A data scientist uses data, math, computer programming, and communication to help people make better decisions. They look for patterns in numbers, images, text, maps, and measurements from labs or sensors. This career matters because data is used in medicine, climate science, sports, business, engineering, and many other fields.
A data scientist turns messy information into useful evidence that can guide real actions.
Key Facts
- A data scientist collects, cleans, analyzes, models, and explains data to solve real problems.
- Mean value: mean = sum of values / number of values.
- Percent change = (new value - old value) / old value x 100%.
- A simple prediction model can be written as y = mx + b, where y is the prediction, x is the input, m is the slope, and b is the starting value.
- Important school subjects include algebra, statistics, computer science, biology, chemistry, physics, and earth science.
- Common tools include spreadsheets, Python, SQL, data visualization software, statistics libraries, sensors, databases, and machine learning models.
Vocabulary
- Data scientist
- A data scientist is a person who uses data, statistics, coding, and subject knowledge to find patterns and make predictions.
- Dataset
- A dataset is an organized collection of information, such as measurements, survey answers, images, or lab results.
- Algorithm
- An algorithm is a step-by-step set of instructions a computer follows to complete a task or solve a problem.
- Model
- A model is a mathematical or computer-based representation used to explain data or make predictions.
- Data visualization
- Data visualization is the process of showing data with graphs, maps, charts, or diagrams so patterns are easier to understand.
Common Mistakes to Avoid
- Thinking data science is only coding.
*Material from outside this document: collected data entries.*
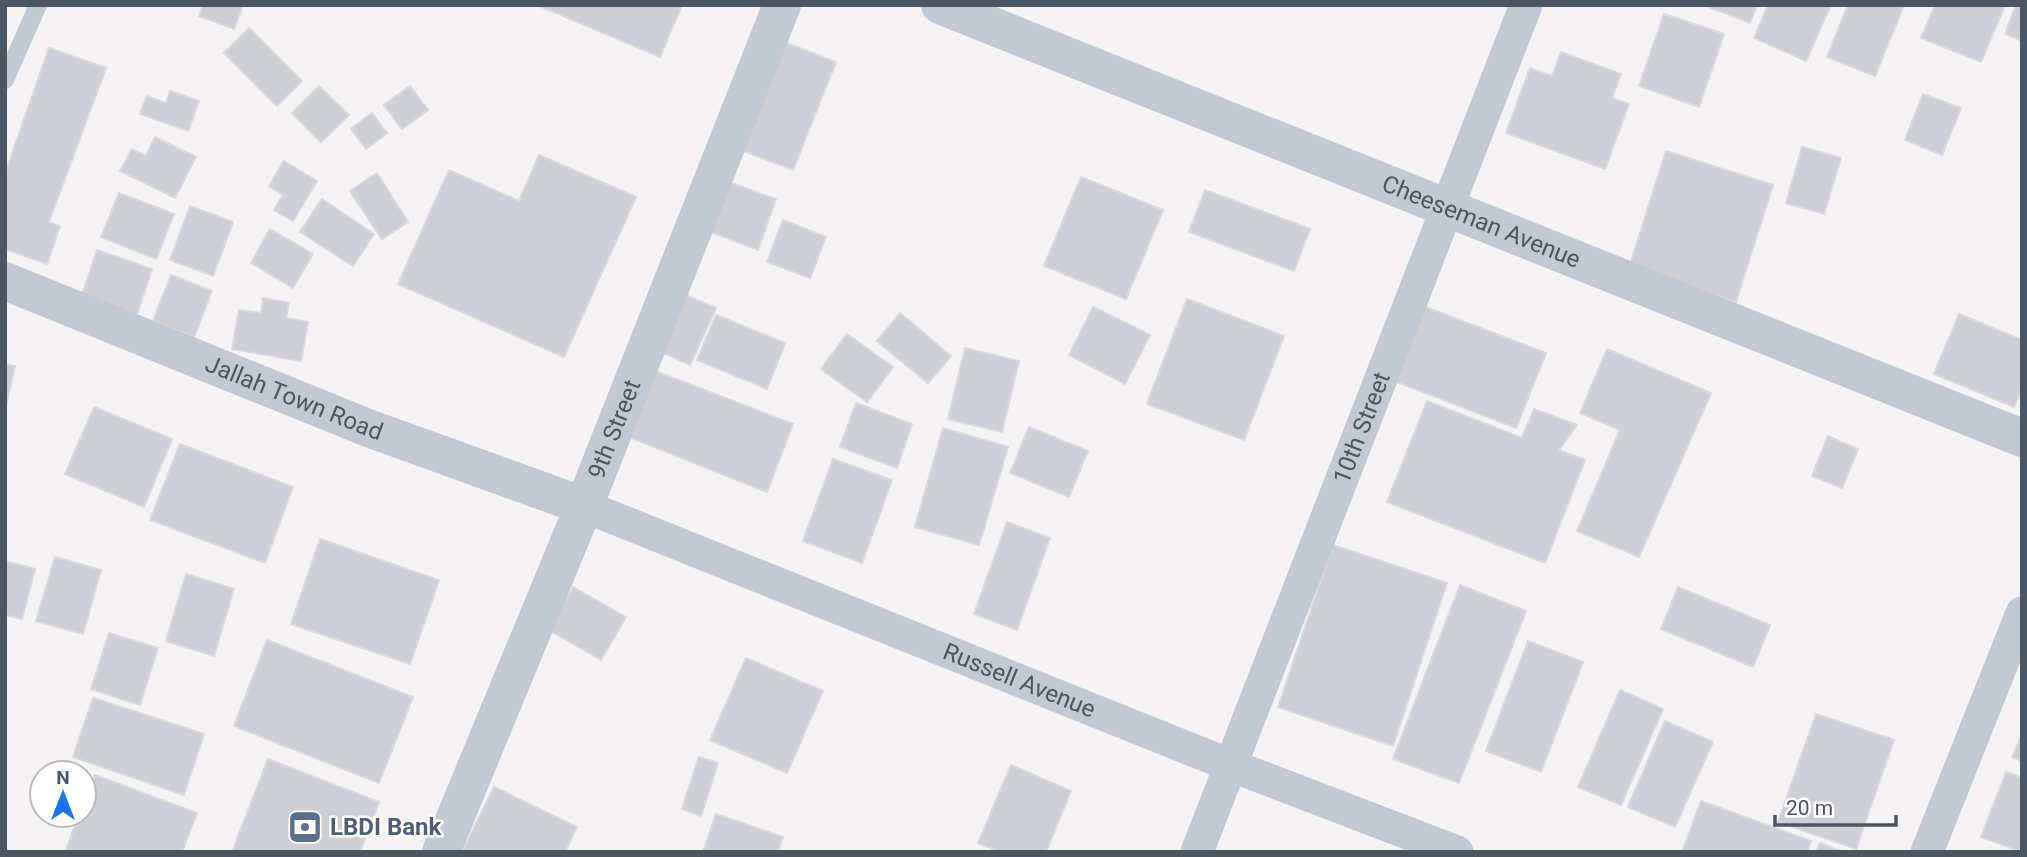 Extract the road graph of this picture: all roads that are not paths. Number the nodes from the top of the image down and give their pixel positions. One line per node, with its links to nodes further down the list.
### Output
1 (38, 5): 5 (lane)
2 (782, 5): 9 (street, 9th Street)
3 (940, 5): 6 (street, Cheeseman Avenue)
4 (1526, 5): 6 (street, 10th Street)
5 (5, 80)
6 (1446, 207): 8 (street, Cheeseman Avenue); 11 (street, 10th Street)
7 (5, 281): 9 (street, Jallah Town Road)
8 (2022, 438)
9 (584, 506): 11 (street, Russell Avenue); 12 (street, 9th Street)
10 (2022, 613): 15 (street)
11 (1230, 765): 13 (street, 10th Street); 14 (street, Russell Avenue)
12 (441, 852)
13 (1197, 852)
14 (1457, 852)
15 (1927, 852)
Coding is important, but data scientists also use math, science knowledge, careful questioning, and clear communication.
- Trusting a prediction without checking the data. A model can give a wrong answer if the data is biased, incomplete, outdated, or measured poorly.
- Confusing correlation with causation. Two things can change together without one directly causing the other, so scientists need more evidence before making a cause-and-effect claim.
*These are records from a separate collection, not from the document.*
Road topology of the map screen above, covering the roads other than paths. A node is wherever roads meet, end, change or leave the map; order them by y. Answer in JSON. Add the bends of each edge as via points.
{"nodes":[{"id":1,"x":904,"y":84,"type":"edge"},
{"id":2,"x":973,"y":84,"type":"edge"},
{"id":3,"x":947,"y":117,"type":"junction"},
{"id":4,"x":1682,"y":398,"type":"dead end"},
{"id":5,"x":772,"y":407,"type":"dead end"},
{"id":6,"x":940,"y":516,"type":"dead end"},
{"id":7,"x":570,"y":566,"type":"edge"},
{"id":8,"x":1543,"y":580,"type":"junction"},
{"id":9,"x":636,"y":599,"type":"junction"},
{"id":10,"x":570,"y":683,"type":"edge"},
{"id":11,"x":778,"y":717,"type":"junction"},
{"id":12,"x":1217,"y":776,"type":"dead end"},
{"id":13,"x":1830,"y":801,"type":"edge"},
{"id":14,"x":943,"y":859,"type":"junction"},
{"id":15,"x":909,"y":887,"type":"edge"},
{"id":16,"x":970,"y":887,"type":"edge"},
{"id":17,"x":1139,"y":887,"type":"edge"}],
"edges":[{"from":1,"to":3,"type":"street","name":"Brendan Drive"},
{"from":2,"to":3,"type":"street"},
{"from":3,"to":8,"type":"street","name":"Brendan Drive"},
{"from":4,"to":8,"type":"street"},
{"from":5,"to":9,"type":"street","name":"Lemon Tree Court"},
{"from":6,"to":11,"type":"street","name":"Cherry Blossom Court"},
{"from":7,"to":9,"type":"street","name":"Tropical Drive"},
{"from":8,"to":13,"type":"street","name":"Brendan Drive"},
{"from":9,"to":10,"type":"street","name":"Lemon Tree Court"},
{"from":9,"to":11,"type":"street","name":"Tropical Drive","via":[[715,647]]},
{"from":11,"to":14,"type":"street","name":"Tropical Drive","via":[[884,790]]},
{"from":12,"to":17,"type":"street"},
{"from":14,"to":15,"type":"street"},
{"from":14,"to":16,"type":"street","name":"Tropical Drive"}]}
- Skipping the explanation step. A data scientist must be able to explain results clearly so teachers, doctors, engineers, or community leaders can use the information correctly.
Practice Questions
- 1 A student records plant heights of 12 cm, 15 cm, 15 cm, 18 cm, and 20 cm. What is the mean plant height, and why might a data scientist calculate it before making a graph?
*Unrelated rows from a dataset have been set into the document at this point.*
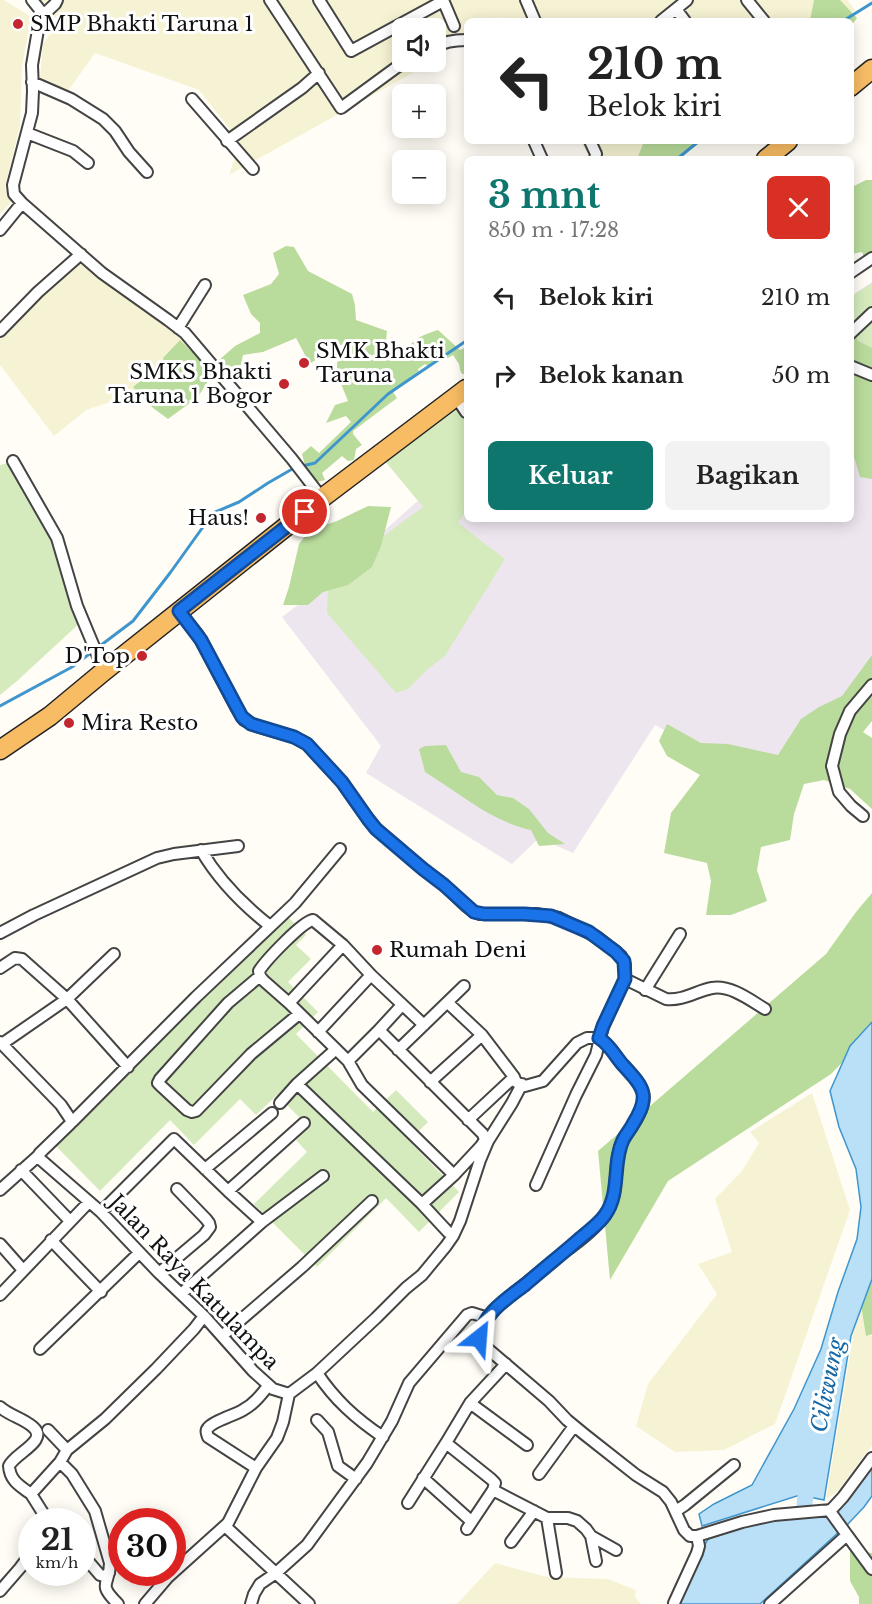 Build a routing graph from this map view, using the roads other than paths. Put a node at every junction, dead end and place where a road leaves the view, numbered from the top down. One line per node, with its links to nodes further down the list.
1 (32, 0): 10 (street)
2 (57, 0): 10 (street)
3 (270, 0): 20 (street)
4 (319, 0): 8 (street)
5 (526, 0): 11 (street)
6 (687, 0): 9 (street)
7 (747, 0): 14 (street)
8 (443, 1): 15 (street)
9 (676, 9): 12 (street); 13 (street)
10 (40, 18): 21 (street)
11 (534, 18)
12 (665, 18)
13 (683, 18)
14 (762, 18)
15 (454, 26)
16 (464, 40): 17 (street)
17 (446, 42)
18 (872, 69): 22 (highway)
19 (392, 71): 20 (street)
20 (319, 73): 25 (street)
21 (32, 82): 24 (street); 30 (street)
22 (854, 84)
23 (192, 99): 25 (street)
24 (27, 133): 28 (street); 31 (street)
25 (227, 141): 29 (street)
26 (784, 144): 27 (highway)
27 (770, 156)
28 (88, 163)
29 (254, 169)
30 (147, 172)
31 (22, 203): 32 (street); 33 (street)
32 (0, 230)
33 (81, 254): 38 (street); 40 (street)
34 (872, 258): 35 (street)
35 (854, 270)
36 (205, 285): 38 (street)
37 (872, 313): 39 (street)
38 (178, 328): 45 (street)
39 (854, 330)
40 (0, 331)
41 (854, 368): 42 (street)
42 (872, 375)
43 (461, 393): 45 (highway)
44 (13, 460): 47 (street)
45 (317, 492): 46 (highway)
46 (179, 611): 47 (highway); 62 (street)
47 (103, 672): 49 (highway)
48 (872, 685): 50 (street)
49 (0, 750)
50 (863, 816)
51 (238, 846): 53 (street)
52 (340, 849): 54 (street)
53 (201, 850): 54 (street); 55 (street)
54 (270, 926): 80 (street)
55 (0, 933)
56 (680, 934): 64 (street)
57 (343, 945): 60 (street); 61 (street); 66 (street)
58 (114, 954): 65 (street)
59 (0, 968): 65 (street)
60 (371, 975): 68 (street); 73 (street)
61 (260, 976): 66 (street); 70 (street)
62 (625, 979): 64 (street); 75 (street)
63 (464, 986): 67 (street)
64 (645, 990): 69 (street)
65 (67, 999): 76 (street); 80 (street)
66 (289, 1003): 70 (street)
67 (448, 1003): 71 (street); 74 (street)
68 (402, 1005): 71 (street); 72 (street)
69 (765, 1009)
70 (299, 1014): 73 (street)
71 (424, 1025): 78 (street)
72 (379, 1030): 78 (street); 79 (street)
73 (318, 1032): 77 (street)
74 (482, 1035): 81 (street); 82 (street)
75 (599, 1038): 81 (street); 94 (street); 114 (street)
76 (1, 1043): 87 (street)
77 (335, 1050): 79 (street); 83 (street)
78 (398, 1050): 82 (street)
79 (348, 1061): 92 (street)
80 (128, 1067): 87 (street)
81 (518, 1080): 86 (street); 118 (street, Jalan Raya Katulampa)
82 (430, 1082): 86 (street)
83 (297, 1084): 84 (street); 100 (street)
84 (280, 1102)
85 (272, 1113): 90 (street)
86 (468, 1120): 92 (street)
87 (72, 1122): 89 (street)
88 (304, 1123): 97 (street)
89 (38, 1156): 91 (street); 99 (street, Jalan Raya Katulampa)
90 (205, 1169): 97 (street); 101 (street)
91 (21, 1170): 96 (street); 102 (street)
92 (454, 1175): 100 (street)
93 (323, 1176): 103 (street)
94 (536, 1185)
95 (177, 1189): 109 (street)
96 (0, 1190)
97 (228, 1191): 103 (street)
98 (372, 1201): 115 (street)
99 (88, 1202): 101 (street, Jalan Raya Katulampa); 102 (street)
100 (422, 1204): 104 (street)
101 (100, 1212): 107 (street, Jalan Raya Katulampa)
102 (70, 1221): 105 (street)
103 (262, 1222): 111 (street)
104 (448, 1232)
105 (51, 1240): 108 (street); 110 (street)
106 (0, 1244): 108 (street)
107 (139, 1254): 109 (street, Jalan Raya Katulampa); 110 (street)
108 (24, 1270): 112 (street)
109 (159, 1273): 111 (street, Jalan Raya Katulampa)
110 (101, 1292): 116 (street)
111 (181, 1294): 113 (street, Jalan Raya Katulampa)
112 (0, 1295)
113 (204, 1316): 115 (street, Jalan Raya Katulampa); 129 (street)
114 (488, 1318): 117 (street); 126 (street)
115 (222, 1336): 119 (street, Jalan Raya Katulampa)
116 (40, 1349)
117 (506, 1364): 121 (street); 124 (street)
118 (316, 1373): 120 (street, Jalan Raya Katulampa); 126 (street)
119 (268, 1386): 120 (street, Jalan Raya Katulampa); 133 (street)
120 (289, 1394): 133 (street)
121 (470, 1403): 127 (street); 128 (street)
122 (0, 1407): 138 (street)
123 (317, 1420): 136 (street)
124 (574, 1426): 134 (street); 141 (street)
125 (48, 1430): 129 (street)
126 (382, 1437): 136 (street)
127 (446, 1443): 135 (street); 137 (street)
128 (527, 1445)
129 (68, 1450): 131 (street)
130 (872, 1458): 143 (street)
131 (60, 1462): 138 (street); 151 (street)
132 (734, 1465): 141 (street)
133 (256, 1468): 145 (street)
134 (539, 1474)
135 (423, 1478): 137 (street); 139 (street)
136 (356, 1479): 155 (street)
137 (494, 1490): 142 (street)
138 (31, 1494): 140 (street)
139 (408, 1503)
140 (40, 1508)
141 (674, 1508): 148 (street)
142 (534, 1512): 144 (street); 149 (street)
143 (830, 1512): 146 (street); 148 (street)
144 (547, 1518): 147 (street); 156 (street)
145 (225, 1527): 155 (street); 161 (street)
146 (846, 1532): 153 (street); 164 (street)
147 (591, 1536): 150 (street); 152 (street)
148 (698, 1536): 159 (street)
149 (511, 1542)
150 (616, 1550)
151 (108, 1558)
152 (596, 1561)
153 (872, 1569)
154 (18, 1570): 158 (street)
155 (276, 1573): 162 (street); 163 (street)
156 (556, 1574)
157 (108, 1575): 160 (street)
158 (0, 1591)
159 (674, 1603)
160 (118, 1604)
161 (145, 1604)
162 (251, 1604)
163 (309, 1604)
164 (770, 1604)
- 2 A simple prediction model for temperature is y = 2x + 5, where x is the hour after sunrise and y is temperature in degrees Celsius. What temperature does the model predict 4 hours after sunrise?
- 3 A school finds that students who spend more time on a science practice website often score higher on tests. Explain why a data scientist should not immediately claim that the website caused the higher scores.